In der Nacht, in der ich einen Mann heiratete, der dreißig Jahre älter war als ich, lag mein Vater im Krankenhaus an Maschinen angeschlossen – und die Ärzte sagten, dass er es vielleicht nicht einmal bis zur Operation schaffen würde.

Ich hatte nur ein paar zerknitterte Geldscheine, ein Handy mit gesprungenem Display und Schulden, die mit jeder Stunde weiterwuchsen.

Der Eingriff musste innerhalb von zwei Tagen stattfinden.

Wenn wir das Geld nicht aufbrachten, würde mein Vater sterben, während er auf eine Operation wartete, die ihn hätte retten können.

Dann tauchte Viktor Dima auf.

Er betrat den Wartebereich in einem makellosen schwarzen Mantel.

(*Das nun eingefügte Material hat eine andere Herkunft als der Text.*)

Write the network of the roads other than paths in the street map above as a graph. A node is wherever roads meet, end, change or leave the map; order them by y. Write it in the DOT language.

An seiner Hand glänzte ein Ring mit einem grünen Stein unter dem kalten Licht der Deckenlampen.

Mein Vater hatte oft von ihm erzählt.

Viktor war ein Freund aus seiner Jugend – verschlossen, eigenartig und schwer zu durchschauen. Nach dem Studium war er plötzlich verschwunden. Jahre später kehrte er zurück, mit Villen, Firmen und Kontakten in Kreisen, von denen wir nur aus den Nachrichten hörten.

Viktor setzte sich mir gegenüber und legte eine graue Mappe auf den Tisch. Sie war mit einem roten Band verschlossen.

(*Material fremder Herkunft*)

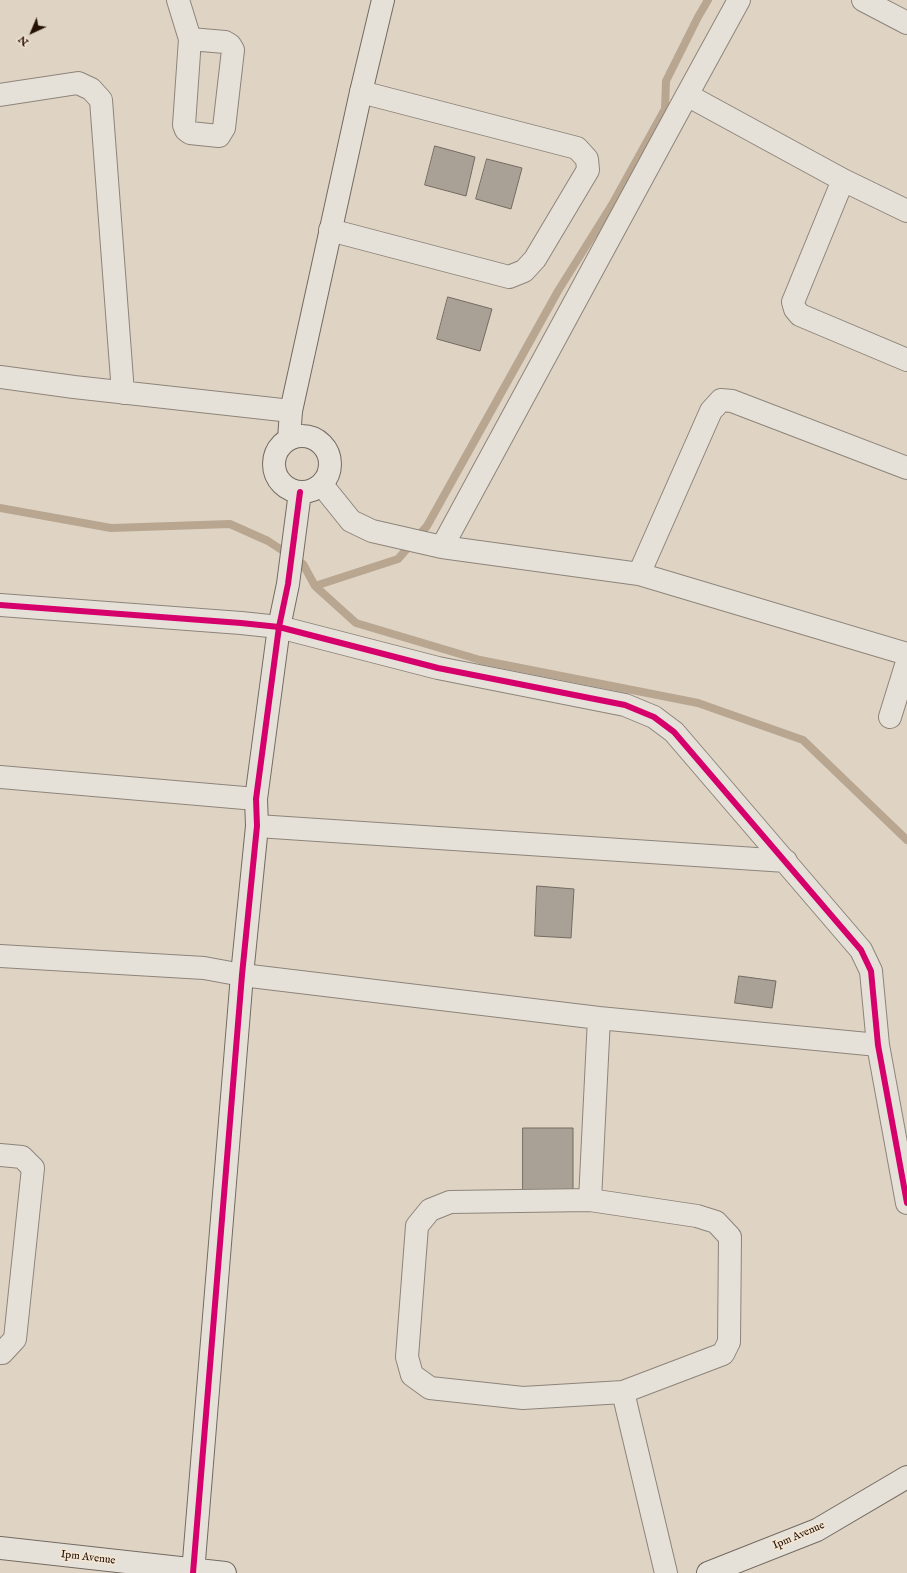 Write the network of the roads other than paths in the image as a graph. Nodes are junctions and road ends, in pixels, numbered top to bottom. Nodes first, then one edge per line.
1 (178, 0) edge
2 (383, 0) edge
3 (739, 0) edge
4 (863, 0) edge
5 (907, 23) edge
6 (190, 39) dead end
7 (361, 92) junction
8 (0, 95) edge
9 (687, 96) junction
10 (842, 180) junction
11 (907, 211) edge
12 (330, 230) junction
13 (907, 360) edge
14 (0, 377) edge
15 (123, 393) junction
16 (291, 411) junction
17 (289, 439) junction
18 (907, 468) edge
19 (322, 485) junction
20 (300, 492) junction
21 (436, 545) junction
22 (639, 574) junction
23 (0, 605) edge
24 (279, 628) junction
25 (907, 654) edge
26 (907, 662) edge
27 (890, 717) dead end
28 (0, 777) edge
29 (256, 799) junction
30 (257, 826) junction
31 (786, 861) junction
32 (0, 956) edge
33 (242, 975) junction
34 (599, 1018) junction
35 (878, 1045) junction
36 (0, 1155) edge
37 (590, 1200) junction
38 (907, 1203) edge
39 (0, 1353) edge
40 (623, 1392) junction
41 (907, 1477) edge
42 (0, 1548) edge
43 (194, 1572) edge
44 (225, 1573) edge
45 (666, 1573) edge
46 (708, 1573) edge

1 - 6 street
2 - 7 street
3 - 9 street
4 - 5 street
7 - 12 street
7 - 12 street
8 - 15 street
9 - 10 street
9 - 21 street
10 - 11 street
10 - 13 street
12 - 16 street
14 - 15 street
15 - 16 street
16 - 17 street
17 - 19 street
17 - 20 street
18 - 22 street
19 - 20 street
19 - 21 street
20 - 24 street
21 - 22 street
22 - 25 street
23 - 24 street
24 - 29 street
24 - 31 street
26 - 27 street
28 - 29 street
29 - 30 street
30 - 31 street
30 - 33 street
31 - 35 street
32 - 33 street
33 - 34 street
33 - 43 street
34 - 35 street
34 - 37 street
35 - 38 street
36 - 39 street
37 - 40 street
37 - 40 street
40 - 45 street
41 - 46 street, Ipm Avenue
42 - 43 street, Ipm Avenue
43 - 44 street, Ipm Avenue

„Ich bezahle die gesamte Operation“, sagte er ruhig. „Bis auf den letzten Cent.“

Ich starrte ihn an.

„Warum würdest du so etwas für uns tun?“

Er lächelte.

Doch dieses Lächeln erreichte seine Augen nicht.

„Dein Vater hat mir früher einmal das Leben gerettet. Aber meine Hilfe hat eine Bedingung.“

Diese Bedingung war, dass ich ihn heiratete.

Außerdem musste ich eine Verschwiegenheitserklärung unterschreiben. Ich durfte mit niemandem über sein Haus sprechen, über unser gemeinsames Leben oder über irgendetwas, das ich dort sehen würde.

Ich unterschrieb noch in derselben Nacht.

Es gab kein Brautkleid.

Keine Musik.

Keine Gäste.

Nur ein Notarbüro, zwei Unterschriften und einen kalten Ehering, der nach wenigen Minuten einen roten Abdruck auf meinem Finger hinterließ.

Einige Stunden später, während mein Vater für die Operation vorbereitet wurde, brachte Viktor mich zu einem gewaltigen Anwesen, das von dunklen Bäumen umgeben war.

In der ersten Nacht betrat er kurz nach Mitternacht mein Schlafzimmer.

Zwischen zwei Fingern hielt er eine weiße Tablette.

„Schluck sie.“

Ich sah ihn erschrocken an.

„Was ist das?“

Sein Blick wurde kalt.

„Stell keine Fragen.“

Ich zögerte.

Da beugte er sich ein Stück näher zu mir.

„Wenn du sie nicht nimmst, kommt das Geld nicht im Krankenhaus an.“

Mein Magen zog sich zusammen.

Ich schluckte die Tablette.

Wenige Minuten später begann sich das Zimmer um mich herum zu drehen. Meine Augenlider wurden schwer wie Blei.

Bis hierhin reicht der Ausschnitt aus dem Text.